NYON CASTLE, LOOKING ACROSS THE LAKE TO MONT BLANC
The Revocation of the Edict of Nantes inevitably brought a fresh flood of immigrants—1,450 in a single week, 800 in a single day—but Geneva was by no means disposed to welcome them so hospitably as in the time of M. de Bèze. Seventy years of prosperity had sapped some of the primitive virtues of the people; they had conceived a dread of foreign competition, and of the pauper alien, even though the pauper alien was an exile for conscience’ sake. Their disposition was rather to seek excuses for passing the pauper aliens on, and make them chargeable upon the hospitality of their Swiss allies, or of the Germans or the Dutch. To some extent they succeeded; but a considerable number of the immigrants settled in the town in spite of the political disabilities imposed upon them, and soon became a source of trouble. All through the eighteenth century—or at all events from 1707 until 1794—there was intermittent political turmoil. A detailed account of the agitations and disturbances hardly falls within the scope of such a work as the present; but it may be as well to sum them up, and describe their general character.
CHAPTER XIII
REVOLUTIONS
The Transvaal troubles which culminated in the South African War may furnish an analogy which will help to make the situation clear; the story being, in fact, a long story of acrimonious relations between Burghers and Uitlanders. The Burghers were, in the main, the descendants of the families already possessed of the rights of citizenship in the half-century following the Reformation; the Uitlanders were the descendants of immigrants who had settled in the city since that period. The Burghers enjoyed political rights, and the Uitlanders did not; the gulf between the two classes was only occasionally passed by an exceptional Uitlander whom the Burghers considered ‘fit.’ By degrees, however, the Uitlanders became more numerous than the Burghers, and a form of government which had been a democracy became an oligarchy, in which many of the most intelligent and reputable citizens had no voice.
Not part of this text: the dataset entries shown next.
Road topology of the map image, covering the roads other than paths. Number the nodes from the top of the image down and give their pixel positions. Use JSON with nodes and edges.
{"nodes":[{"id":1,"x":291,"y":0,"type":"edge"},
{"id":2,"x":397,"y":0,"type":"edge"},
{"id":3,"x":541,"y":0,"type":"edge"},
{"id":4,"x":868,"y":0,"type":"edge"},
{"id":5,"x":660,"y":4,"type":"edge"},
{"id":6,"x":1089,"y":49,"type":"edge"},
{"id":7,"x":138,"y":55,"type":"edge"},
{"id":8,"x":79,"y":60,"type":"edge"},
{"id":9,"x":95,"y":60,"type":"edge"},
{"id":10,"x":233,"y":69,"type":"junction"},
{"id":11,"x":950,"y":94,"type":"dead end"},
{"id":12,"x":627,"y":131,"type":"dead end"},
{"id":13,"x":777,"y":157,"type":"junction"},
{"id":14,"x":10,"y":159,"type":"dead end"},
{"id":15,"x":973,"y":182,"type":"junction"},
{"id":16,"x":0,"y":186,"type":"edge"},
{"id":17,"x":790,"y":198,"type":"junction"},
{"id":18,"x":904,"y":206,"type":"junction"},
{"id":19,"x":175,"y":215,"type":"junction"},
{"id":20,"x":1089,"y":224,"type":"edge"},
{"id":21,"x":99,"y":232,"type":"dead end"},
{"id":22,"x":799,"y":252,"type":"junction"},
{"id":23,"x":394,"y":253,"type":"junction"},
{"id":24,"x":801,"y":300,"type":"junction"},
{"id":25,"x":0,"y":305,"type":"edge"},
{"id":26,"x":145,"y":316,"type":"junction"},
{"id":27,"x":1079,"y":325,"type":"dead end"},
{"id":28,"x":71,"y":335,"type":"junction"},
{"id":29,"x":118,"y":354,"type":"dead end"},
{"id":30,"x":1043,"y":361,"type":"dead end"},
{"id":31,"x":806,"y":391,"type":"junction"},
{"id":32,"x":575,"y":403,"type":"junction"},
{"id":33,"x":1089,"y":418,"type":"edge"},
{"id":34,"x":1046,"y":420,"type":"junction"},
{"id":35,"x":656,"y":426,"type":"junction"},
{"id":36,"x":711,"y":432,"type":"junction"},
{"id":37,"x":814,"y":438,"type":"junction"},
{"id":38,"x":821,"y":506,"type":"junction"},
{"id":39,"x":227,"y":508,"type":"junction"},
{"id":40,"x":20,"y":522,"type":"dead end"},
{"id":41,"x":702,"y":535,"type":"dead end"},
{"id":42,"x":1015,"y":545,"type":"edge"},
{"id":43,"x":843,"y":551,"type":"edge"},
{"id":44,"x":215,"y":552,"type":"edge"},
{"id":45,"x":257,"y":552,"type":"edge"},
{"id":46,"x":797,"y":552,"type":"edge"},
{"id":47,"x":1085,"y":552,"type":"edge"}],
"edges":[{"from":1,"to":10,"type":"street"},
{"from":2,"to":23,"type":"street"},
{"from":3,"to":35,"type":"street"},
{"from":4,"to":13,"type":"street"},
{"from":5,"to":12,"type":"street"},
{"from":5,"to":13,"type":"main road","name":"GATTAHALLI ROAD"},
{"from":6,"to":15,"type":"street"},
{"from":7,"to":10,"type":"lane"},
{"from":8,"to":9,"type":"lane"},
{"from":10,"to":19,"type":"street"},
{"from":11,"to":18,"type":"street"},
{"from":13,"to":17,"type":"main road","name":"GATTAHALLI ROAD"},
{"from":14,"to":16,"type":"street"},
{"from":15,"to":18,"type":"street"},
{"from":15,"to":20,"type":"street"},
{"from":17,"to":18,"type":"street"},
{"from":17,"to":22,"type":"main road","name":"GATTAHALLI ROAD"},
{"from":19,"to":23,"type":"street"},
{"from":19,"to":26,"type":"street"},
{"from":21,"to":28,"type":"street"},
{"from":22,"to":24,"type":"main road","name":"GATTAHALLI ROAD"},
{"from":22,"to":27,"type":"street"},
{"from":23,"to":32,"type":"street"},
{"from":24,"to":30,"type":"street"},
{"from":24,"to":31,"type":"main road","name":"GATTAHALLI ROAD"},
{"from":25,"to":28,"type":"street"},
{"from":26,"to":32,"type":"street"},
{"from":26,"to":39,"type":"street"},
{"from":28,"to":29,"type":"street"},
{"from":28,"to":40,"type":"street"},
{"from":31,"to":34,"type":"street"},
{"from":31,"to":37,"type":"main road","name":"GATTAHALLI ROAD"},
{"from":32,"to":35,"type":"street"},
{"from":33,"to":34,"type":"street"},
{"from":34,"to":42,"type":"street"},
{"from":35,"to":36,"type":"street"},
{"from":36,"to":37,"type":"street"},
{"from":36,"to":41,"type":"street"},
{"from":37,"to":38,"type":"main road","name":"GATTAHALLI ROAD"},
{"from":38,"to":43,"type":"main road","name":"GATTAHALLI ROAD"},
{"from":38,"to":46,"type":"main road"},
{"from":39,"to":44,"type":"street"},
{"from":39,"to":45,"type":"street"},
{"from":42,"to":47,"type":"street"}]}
For a time the system worked well enough, or at all events worked without any outward signs of friction; but throughout the eighteenth century friction was constantly occurring, and insurrections, described by some historians as revolutions, broke out at intervals. There were revolutions of sorts in 1707, in 1737, in 1766, in 1782, and in 1789, with minor revolutions intervening. The recognized mode of composing the troubles was to invite the mediation of foreign Powers, and more particularly of France. The first step of the French mediator was generally, as we shall see, to demand that a theatre should be opened and a company of comedians installed in it for his diversion. But he also mediated, the result of his mediation being to arrange a compromise between the rival claims. Each compromise did something to improve the position of the Uitlanders; but no compromise really removed their grievances or satisfied their claims.